EM At the moment, it’s a matter of when I get a chance to do research because I do a lot of teaching in additional to quite a big administrative burden. At Bradford, we’ve got three academic themes (innovative engineering, sustainable societies and advanced healthcare) and I’m leading on that for the university. So, I’m trying to pull together all of the health related stuff that the university does to form a strategy which is quite a big role as well as being head of optometry. With that in mind, my own research does sometimes have to go on the back burner but I’m currently focusing on various aspects around myopia, which has always been a particular interest of mine, in relation to neural science.

How we tolerate blurred images, how we adapt to them and also some things around some of the environmental factors that might be important in myopia progression, like artificial lighting and screen use. But I never get enough time in the lab, it’s really a shame.

MH On the subject of myopia, many people are relying on refraction to measure myopia progression under therapy. Is this enough?

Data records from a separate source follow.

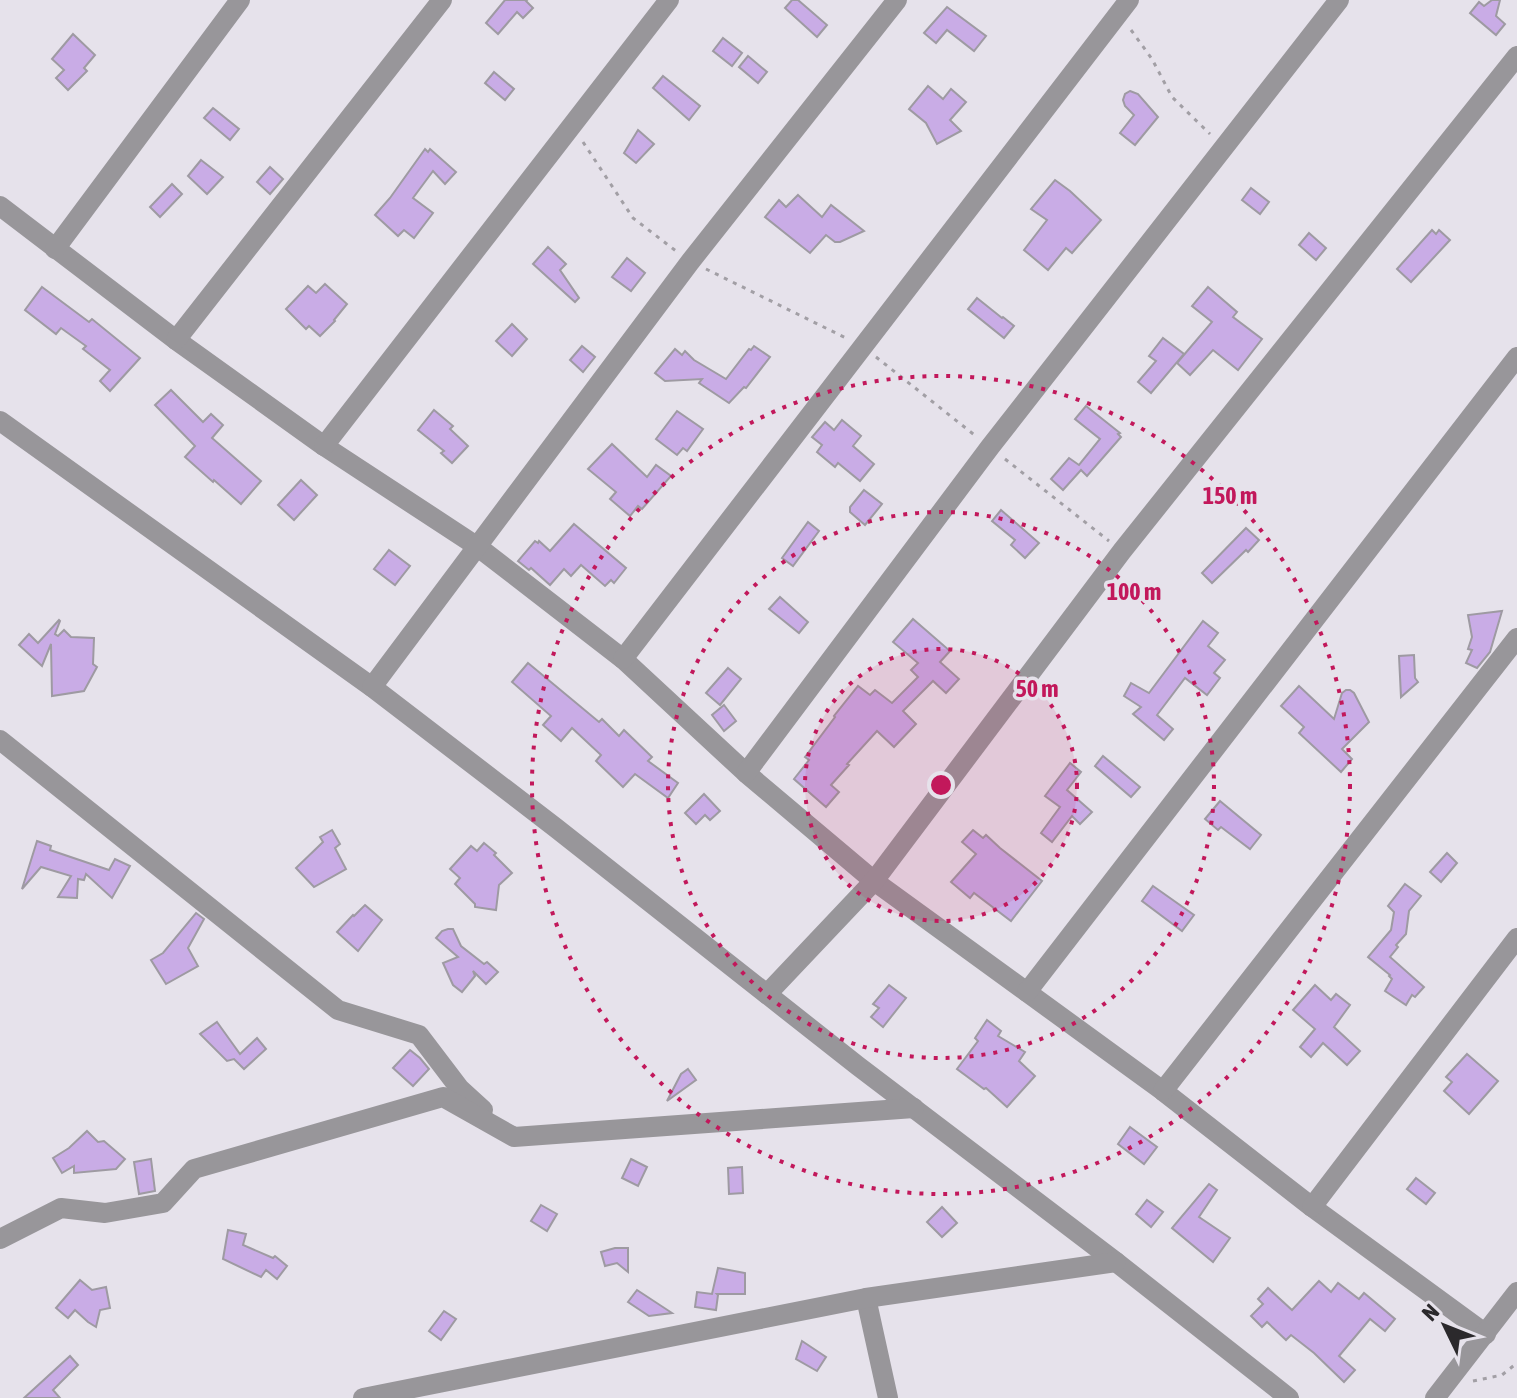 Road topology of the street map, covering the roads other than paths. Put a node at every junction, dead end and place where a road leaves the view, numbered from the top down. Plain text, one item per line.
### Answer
1 (240, 0) edge
2 (442, 0) edge
3 (669, 0) edge
4 (897, 0) edge
5 (1339, 0) edge
6 (1123, 8) edge
7 (1517, 56) edge
8 (0, 206) edge
9 (55, 249) junction
10 (176, 340) junction
11 (1517, 357) edge
12 (0, 421) edge
13 (324, 446) junction
14 (478, 547) junction
15 (1517, 638) edge
16 (623, 659) junction
17 (372, 687) junction
18 (0, 740) edge
19 (746, 773) junction
20 (874, 881) junction
21 (1517, 938) edge
22 (1027, 992) junction
23 (767, 994) junction
24 (1163, 1091) junction
25 (914, 1108) junction
26 (514, 1137) junction
27 (1312, 1207) junction
28 (0, 1239) edge
29 (1116, 1262) junction
30 (1517, 1292) edge
31 (866, 1298) junction
32 (1486, 1334) junction
33 (363, 1398) edge
34 (888, 1398) edge
35 (1289, 1398) edge
36 (1435, 1398) edge

1 - 9 street
2 - 10 street
3 - 13 street
4 - 14 street
5 - 19 street
6 - 16 street
7 - 20 street
8 - 9 street
9 - 10 street
10 - 13 street
11 - 22 street
12 - 17 street
13 - 14 street
14 - 16 street
14 - 17 street
15 - 24 street
16 - 19 street
17 - 23 street
18 - 26 street
19 - 20 street
20 - 22 street
20 - 23 street
21 - 27 street
22 - 24 street
23 - 25 street
24 - 27 street
25 - 26 street
25 - 29 street
26 - 28 street
27 - 32 street
29 - 31 street
29 - 35 street
30 - 32 street
31 - 33 street
31 - 34 street
32 - 36 street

EM The first thing to say is the refraction is always a fairly insensitive measure, if we’re looking at it over the short term. I think clinical interventions for myopia control will develop a lot over the next few years. I think it will become refined and I think we will look at comparing the different interventions to each other to see which one is the best. And when we do that, I think measurement of axial length, by some of the really excellent techniques we’ve got, will be really important because that will allow us to make those refinements. I think if you were to compare two interventions to each other and just look at the refraction over the course of a year, you may not be able to tease out the subtle differences between the different interventions. The axial length measurement techniques we have will give you the equivalent of about a tenth of a dioptre level of accuracy, which refraction won’t.

I think that we may get to a level of refinement of myopia control methods where we will need to be able to do that. You won’t have the necessary level of accuracy from just the refraction. But with the axial length data you may do because it’s much more precise. Of course not every optometrist has access to methods of measuring axial length, and practices may not want to invest in the equipment. But when you’re running a myopia control intervention, gold standard work would be measuring axial length regularly.